Cardinality Estimator Trace Flags and Links

SQL Server
13 Comments

This comes up during Office Hours once a week

Which pretty much gives it a 100% hit rate. I’m writing this mostly to have something to reference when people ask.

Trace flags

If you restore a database on a SQL Server 2014 or greater instance, you have choices to make. You can either set the compatibility level to 120 (or 130, if 2016), and your queries will start using the new CE. If you leave it at a compatibility level below 120, it will continue to use the old one. You can change this at the query level by hinting with Trace Flags.

9481 will force the old CE in >= 120 database
2312 will force the new CE in a < 120 database

This gives you the ability to test queries, ALL OF YOUR QUERIES, with the new optimizer to check for regressions.

What’s the difference?

The new CE no longer assumes data independence. That means if you were searching a city and state combination, it would make no fuss about the relationship between the two. That doesn’t quite make sense, does it? The new CE aims to fix that, but it’s not always right either.
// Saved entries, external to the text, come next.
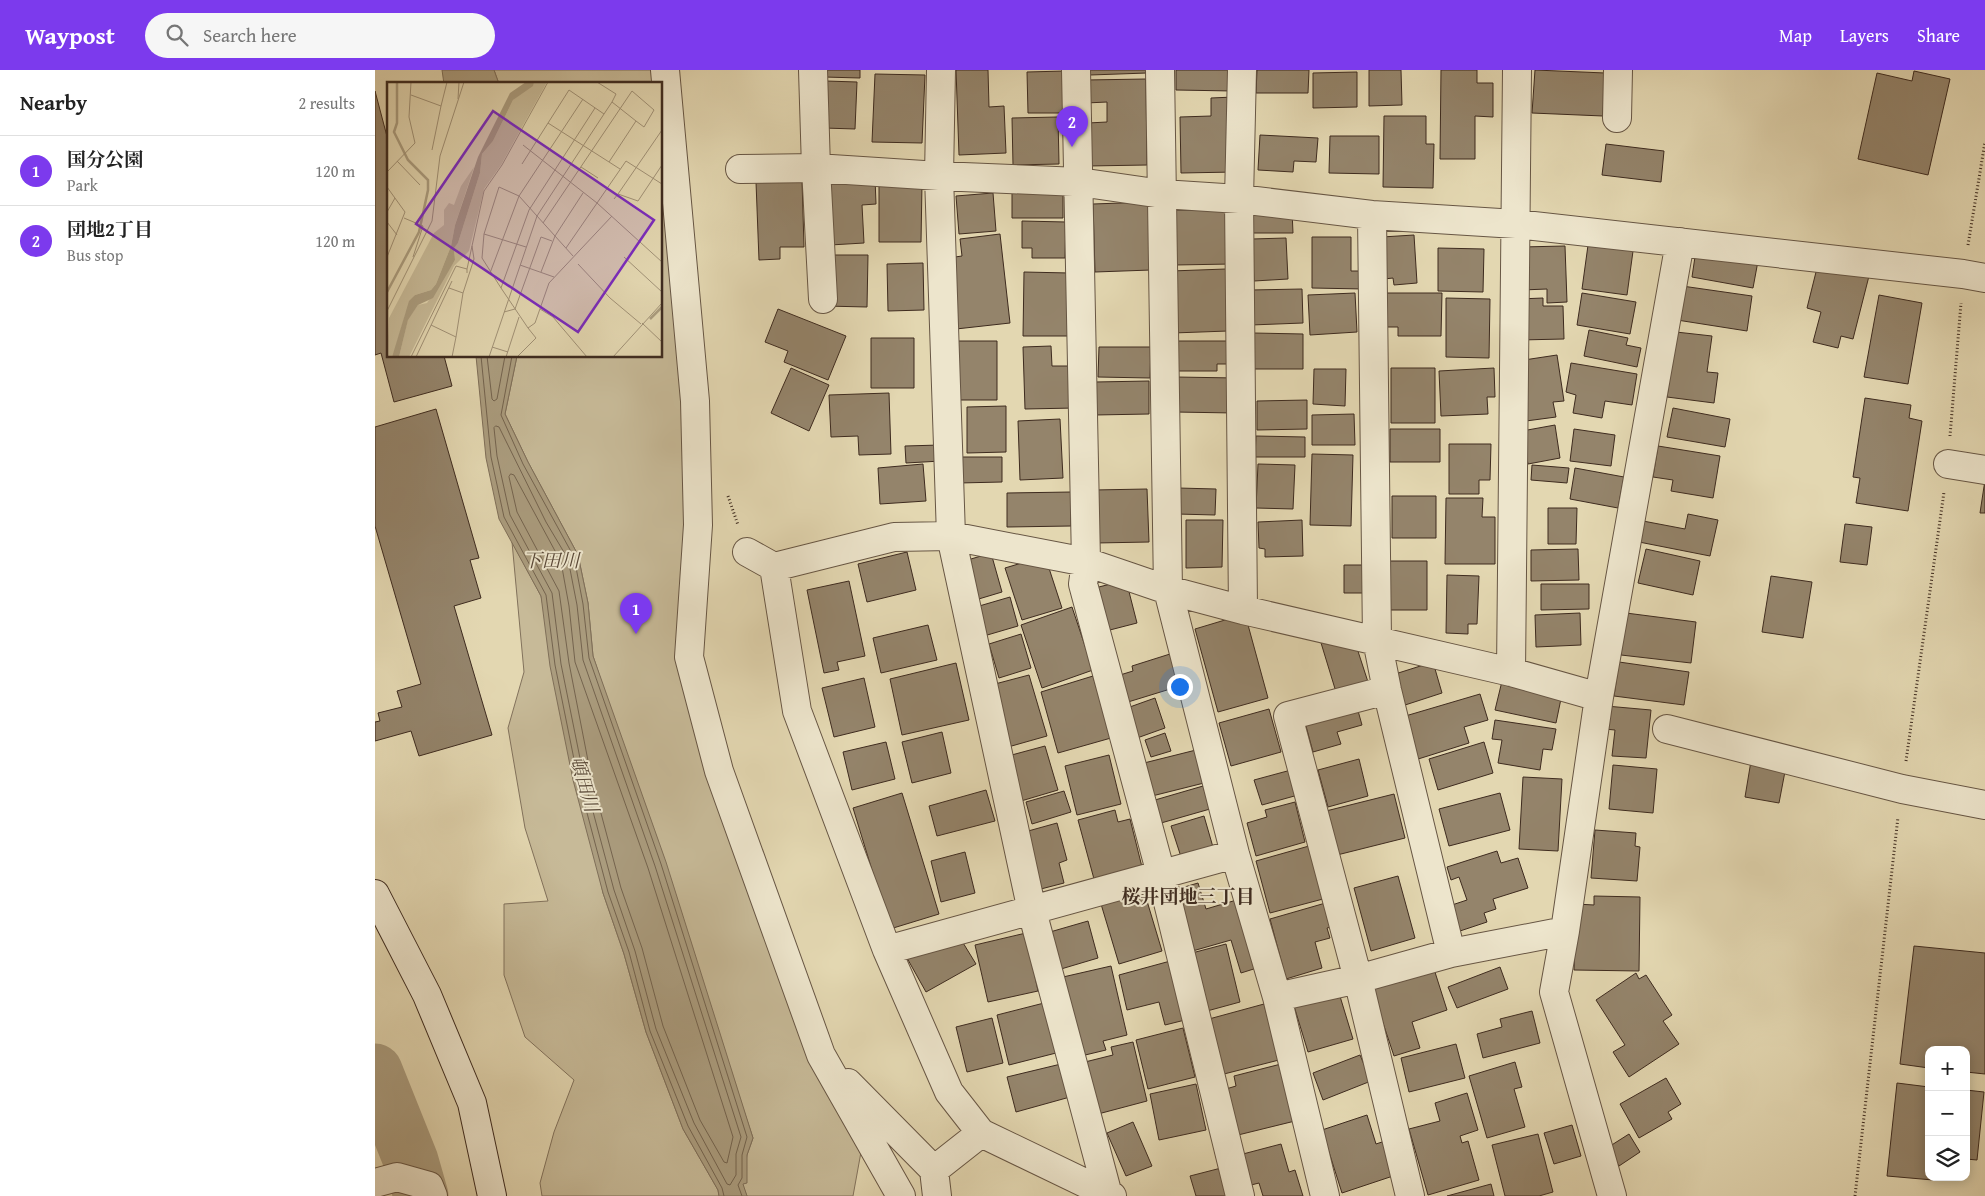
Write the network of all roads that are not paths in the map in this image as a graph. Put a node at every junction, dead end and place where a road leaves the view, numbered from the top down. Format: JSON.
{"nodes":[{"id":1,"x":665,"y":70,"type":"edge"},
{"id":2,"x":813,"y":70,"type":"edge"},
{"id":3,"x":941,"y":70,"type":"edge"},
{"id":4,"x":1076,"y":70,"type":"edge"},
{"id":5,"x":1160,"y":70,"type":"edge"},
{"id":6,"x":1242,"y":70,"type":"edge"},
{"id":7,"x":1517,"y":70,"type":"edge"},
{"id":8,"x":1618,"y":70,"type":"edge"},
{"id":9,"x":1617,"y":118,"type":"dead end"},
{"id":10,"x":816,"y":168,"type":"junction"},
{"id":11,"x":739,"y":169,"type":"dead end"},
{"id":12,"x":939,"y":176,"type":"junction"},
{"id":13,"x":1079,"y":182,"type":"junction"},
{"id":14,"x":1162,"y":194,"type":"junction"},
{"id":15,"x":1239,"y":199,"type":"junction"},
{"id":16,"x":1372,"y":214,"type":"junction"},
{"id":17,"x":1515,"y":224,"type":"junction"},
{"id":18,"x":1680,"y":242,"type":"junction"},
{"id":19,"x":1974,"y":276,"type":"edge"},
{"id":20,"x":823,"y":299,"type":"dead end"},
{"id":21,"x":1948,"y":464,"type":"road end"},
{"id":22,"x":1985,"y":470,"type":"edge"},
{"id":23,"x":951,"y":536,"type":"junction"},
{"id":24,"x":747,"y":552,"type":"dead end"},
{"id":25,"x":1086,"y":562,"type":"junction"},
{"id":26,"x":774,"y":567,"type":"junction"},
{"id":27,"x":1168,"y":590,"type":"junction"},
{"id":28,"x":1243,"y":610,"type":"junction"},
{"id":29,"x":1377,"y":640,"type":"junction"},
{"id":30,"x":1511,"y":672,"type":"junction"},
{"id":31,"x":1387,"y":690,"type":"junction"},
{"id":32,"x":1599,"y":697,"type":"junction"},
{"id":33,"x":1667,"y":729,"type":"dead end"},
{"id":34,"x":1985,"y":805,"type":"edge"},
{"id":35,"x":1235,"y":854,"type":"junction"},
{"id":36,"x":1161,"y":874,"type":"junction"},
{"id":37,"x":375,"y":894,"type":"edge"},
{"id":38,"x":1032,"y":912,"type":"junction"},
{"id":39,"x":1565,"y":931,"type":"junction"},
{"id":40,"x":887,"y":950,"type":"junction"},
{"id":41,"x":1451,"y":953,"type":"junction"},
{"id":42,"x":1358,"y":979,"type":"junction"},
{"id":43,"x":1277,"y":997,"type":"junction"},
{"id":44,"x":821,"y":1055,"type":"junction"},
{"id":45,"x":981,"y":1133,"type":"junction"},
{"id":46,"x":375,"y":1183,"type":"edge"},
{"id":47,"x":935,"y":1183,"type":"edge"},
{"id":48,"x":1110,"y":1195,"type":"edge"},
{"id":49,"x":433,"y":1196,"type":"edge"},
{"id":50,"x":492,"y":1196,"type":"edge"},
{"id":51,"x":901,"y":1196,"type":"edge"},
{"id":52,"x":1240,"y":1196,"type":"edge"},
{"id":53,"x":1325,"y":1196,"type":"edge"},
{"id":54,"x":1409,"y":1196,"type":"edge"},
{"id":55,"x":1612,"y":1196,"type":"edge"}],
"edges":[{"from":1,"to":44,"type":"street"},
{"from":2,"to":10,"type":"street"},
{"from":3,"to":12,"type":"street"},
{"from":4,"to":13,"type":"street"},
{"from":5,"to":14,"type":"street"},
{"from":6,"to":15,"type":"street"},
{"from":7,"to":17,"type":"street"},
{"from":8,"to":9,"type":"street"},
{"from":10,"to":11,"type":"street"},
{"from":10,"to":12,"type":"street"},
{"from":10,"to":20,"type":"street"},
{"from":12,"to":13,"type":"street"},
{"from":12,"to":23,"type":"street"},
{"from":13,"to":14,"type":"street"},
{"from":13,"to":25,"type":"street"},
{"from":14,"to":15,"type":"street"},
{"from":14,"to":27,"type":"street"},
{"from":15,"to":16,"type":"street"},
{"from":15,"to":28,"type":"street"},
{"from":16,"to":17,"type":"street"},
{"from":16,"to":29,"type":"street"},
{"from":17,"to":18,"type":"street"},
{"from":17,"to":30,"type":"street"},
{"from":18,"to":19,"type":"street"},
{"from":18,"to":32,"type":"street"},
{"from":21,"to":22,"type":"street"},
{"from":23,"to":25,"type":"street"},
{"from":23,"to":26,"type":"street"},
{"from":23,"to":38,"type":"street"},
{"from":24,"to":26,"type":"street"},
{"from":25,"to":27,"type":"street"},
{"from":25,"to":36,"type":"street"},
{"from":26,"to":40,"type":"street"},
{"from":27,"to":28,"type":"street"},
{"from":27,"to":35,"type":"street"},
{"from":28,"to":29,"type":"street"},
{"from":29,"to":30,"type":"street"},
{"from":29,"to":31,"type":"street"},
{"from":30,"to":32,"type":"street"},
{"from":31,"to":41,"type":"street"},
{"from":31,"to":42,"type":"street"},
{"from":32,"to":39,"type":"street"},
{"from":33,"to":34,"type":"street"},
{"from":35,"to":36,"type":"street"},
{"from":35,"to":43,"type":"street"},
{"from":36,"to":38,"type":"street"},
{"from":36,"to":52,"type":"street"},
{"from":37,"to":50,"type":"street"},
{"from":38,"to":40,"type":"street"},
{"from":38,"to":48,"type":"street"},
{"from":39,"to":41,"type":"street"},
{"from":39,"to":55,"type":"street"},
{"from":40,"to":45,"type":"street"},
{"from":41,"to":42,"type":"street"},
{"from":42,"to":43,"type":"street"},
{"from":42,"to":54,"type":"street"},
{"from":43,"to":53,"type":"street"},
{"from":44,"to":47,"type":"street"},
{"from":44,"to":51,"type":"street"},
{"from":45,"to":47,"type":"street"},
{"from":45,"to":48,"type":"street"},
{"from":46,"to":49,"type":"street"}]}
For more detailed write-ups on the inner workings, here are some links:

Optimizer guarantees

Microsoft has also made guarantees that you’ll no longer face regressions when upgrading, because you won’t be using the newest CE unless your database compatibility level is set to the latest version. If you’re on 2016, you get some extra power over this with the Query Data Store.

Thanks for reading!

Brent says: this is one of the features we’ll be demonstrating during the Performance Overhead of Various Features session at Dell DBA Days 2016. Just by flipping one switch at the database level, you can get different query plans – so it’s important to know whether things are getting better or crazy better. (Okay, or also worse. But let’s think positive.)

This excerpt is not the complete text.